Zekâtın Sadece %12,5’i Müslüman Fakirin Hakkıdır,…

-Allah akıllı Müslümanı sever, ahmak Müslümanı sevmez. “Aklınızı çalıştırmazsanız sizi pislik içinde bırakırım” ihtarını yapan Allah’tır- 

Yıllardan beri Müslümanlar zekât verirler ve bu zekâtların çoğunu da yaşadıkları ülkelerin  dışına çıkarırlar. Yıllar var ki bu böyledir. Bu uygulama ile hangi ülkenin insanını ihya ettiler, hangi ülkenin insanını esaretten kurtardılar bugüne kadar?

Afganistan’ı mı,

Filistin’i mi,

Arakan’ı mı,

Irak’ı mı,

yoksa Suriye’yi mi?

Bugüne kadar yapılan uygulama eksiktir, sorunludur, yanlıştır.  O ülke Müslümanlarına tanıtım açısından, yardımlaşma açısından zekât verilebilir. Ancak bunun miktarı %12,5’tir. Daha fazla olamaz. Eline üç beş kuruş alan, âlây-ı vâlâ ile soluğu Afrika’da, Ortadoğu’da alıyor. Allah o insanlara da akıl verdi, fikir verdi; hatta topraklarını da çok verimli kıldı. Altın onlarda, petrol onlarda, envai çeşit meyve, sebze ve deniz ürünleri onlarda. Buna rağmen kendilerine verilen nimetlerin kıymetini bilmiyorlarsa, kendi kabiliyetlerini kullanmıyorlarsa, bu, onların suçudur; suçlarının cezalarını da çekmelidirler.

Lütfen, bu Ramazan’da bari zekatlarınızı çarçur etmeyiniz. Bulunduğunu bölgede Müslümanların ihtiyacı olan kurumlar vardır, bu ihtiyaçlar göz ardı edilmemelidir. Görmemezlikten gelinmemelidir. Allah Müslümanlara, geleceklerinin inşası için görev vermiştir. Bu görevler şov yaparak değil, sorumluluk anlayışıyla yerine getirilmelidir.

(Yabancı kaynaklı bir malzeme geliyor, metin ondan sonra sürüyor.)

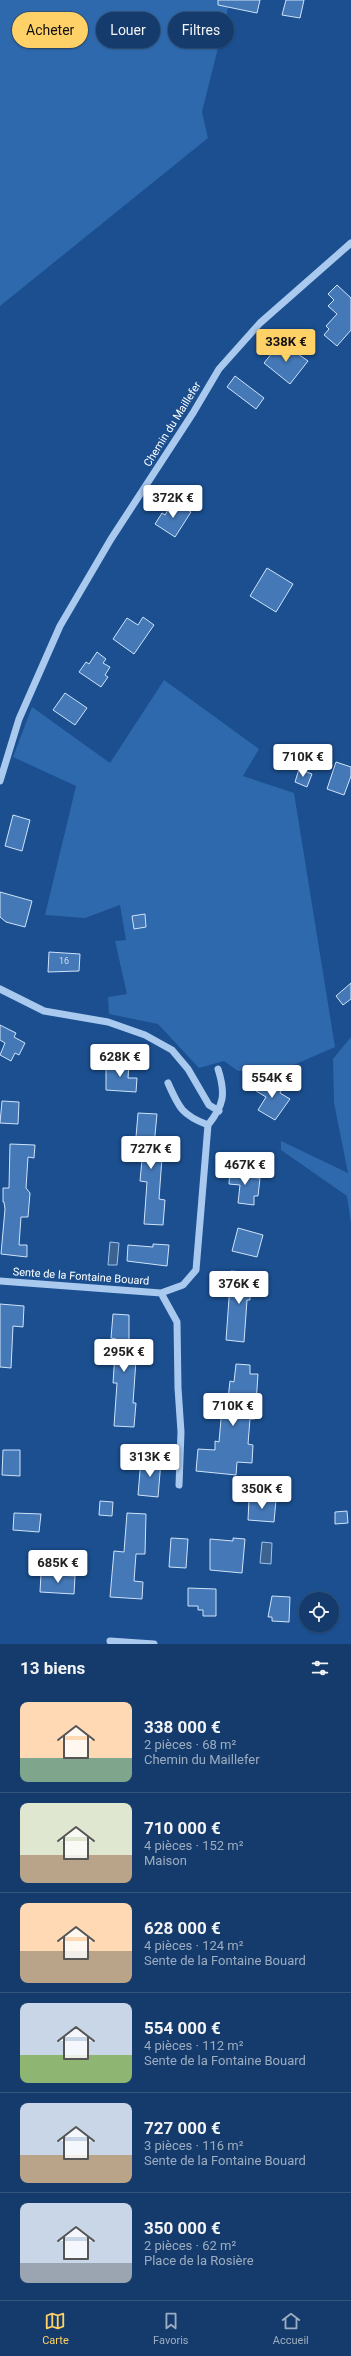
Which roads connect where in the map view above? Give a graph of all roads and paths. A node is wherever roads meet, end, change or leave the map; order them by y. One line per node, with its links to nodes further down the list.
1 (351, 243): 2 (street, Chemin du Maillefer)
2 (0, 781)
3 (0, 989): 6 (street)
4 (218, 1069): 6 (street)
5 (168, 1083): 7 (street)
6 (219, 1111): 7 (street)
7 (208, 1125): 9 (street, Sente de la Fontaine Bouard)
8 (0, 1281): 9 (street, Sente de la Fontaine Bouard)
9 (161, 1293): 10 (street, Sente de la Fontaine Bouard)
10 (179, 1485)
11 (110, 1641): 12 (street)
12 (154, 1644)

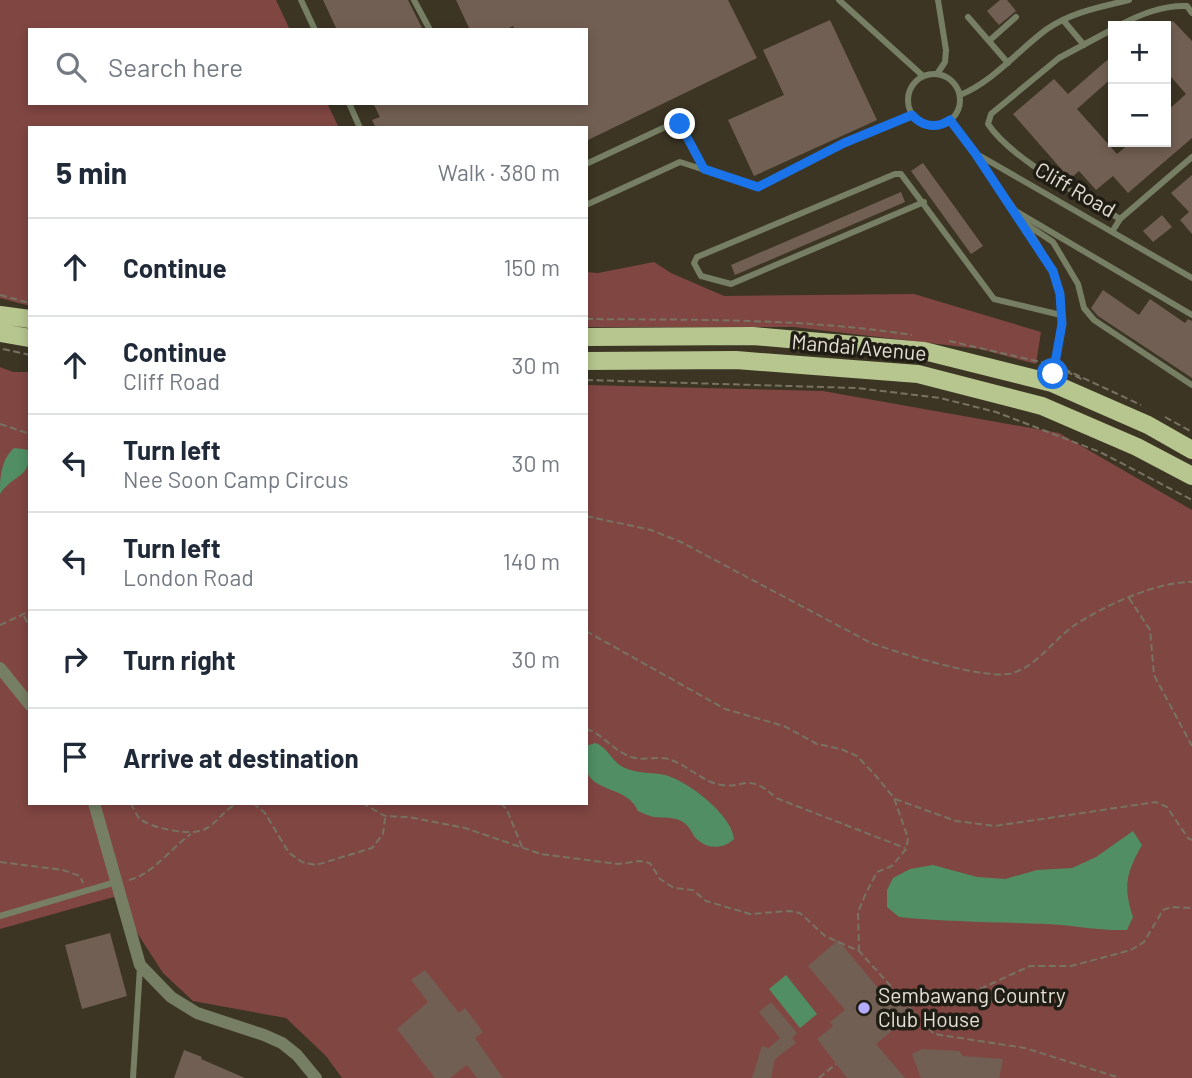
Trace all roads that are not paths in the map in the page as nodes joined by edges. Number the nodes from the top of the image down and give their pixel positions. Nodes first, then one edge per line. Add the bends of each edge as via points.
1 (301, 0) edge
2 (414, 0) edge
3 (839, 0) edge
4 (938, 0) edge
5 (1129, 0) edge
6 (1192, 13) edge
7 (968, 17) dead end
8 (1016, 17) dead end
9 (1063, 20) junction
10 (1128, 21) edge
11 (314, 28) edge
12 (429, 28) edge
13 (1108, 32) edge
14 (989, 41) junction
15 (1084, 44) junction
16 (1008, 62) junction
17 (937, 74) junction
18 (923, 76) junction
19 (960, 95) junction
20 (350, 105) edge
21 (912, 115) junction
22 (950, 120) junction
23 (359, 126) edge
24 (975, 153) junction
25 (1192, 157) edge
26 (588, 163) edge
27 (704, 169) junction
28 (924, 202) junction
29 (588, 204) edge
30 (1012, 209) junction
31 (1120, 219) junction
32 (1020, 221) junction
33 (1112, 232) junction
34 (1192, 278) edge
35 (0, 314) edge
36 (1061, 315) junction
37 (1192, 316) edge
38 (28, 319) edge
39 (0, 334) edge
40 (588, 337) edge
41 (28, 338) edge
42 (588, 361) edge
43 (1052, 383) junction
44 (1192, 385) edge
45 (1192, 450) edge
46 (1192, 477) edge
47 (0, 668) edge
48 (28, 703) edge
49 (95, 805) edge
50 (116, 881) junction
51 (0, 916) edge
52 (140, 965) junction
53 (132, 1078) edge
54 (316, 1078) edge

1 - 11 lane
2 - 12 lane
3 - 18 lane
4 - 17 lane via 946,50
5 - 9 lane
6 - 10 lane via 1187,6 1179,6
7 - 14 lane
8 - 14 lane
9 - 15 lane
9 - 16 lane
13 - 15 lane
14 - 16 lane
15 - 31 lane via 1059,58 991,114 988,124 1024,158
16 - 19 lane via 979,88
17 - 18 lane
17 - 19 lane via 952,81
18 - 21 lane via 909,91
19 - 22 lane
20 - 23 lane
21 - 22 lane via 934,126
21 - 27 lane via 758,187
22 - 24 lane, Cliff Road
24 - 30 lane
24 - 33 lane, Cliff Road
25 - 31 lane
26 - 27 lane via 676,122
27 - 29 lane via 680,162
28 - 28 lane via 731,284 701,276 694,263 697,257 895,174 901,174
28 - 36 lane via 994,299
30 - 32 lane
30 - 37 lane
31 - 33 lane
32 - 36 lane via 1053,271
32 - 44 lane via 1053,242 1094,320
33 - 34 lane, Cliff Road
35 - 38 main road
36 - 43 lane
39 - 41 main road
40 - 43 main road, Mandai Avenue via 753,336 924,351
42 - 46 main road, Mandai Avenue via 736,360 918,374 1042,406 1137,447
43 - 45 main road, Mandai Avenue
47 - 48 street
49 - 50 street
50 - 51 lane
50 - 52 street
52 - 53 lane
52 - 54 street via 171,997 197,1013 282,1043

“Sözlükte ‘artma, arıtma; övgü ve bereket’ mânalarına gelen zekât, terim olarak Kur’an’da belirtilen sınıflara sarfedilmek üzere dinen zengin sayılan Müslümanların malından alınan belli bir payı ifade eder. Örfte, bu payın maldan çıkarılması işlemine de zekât denilir.”(İslâm Ansiklopedisi, ilgili madde)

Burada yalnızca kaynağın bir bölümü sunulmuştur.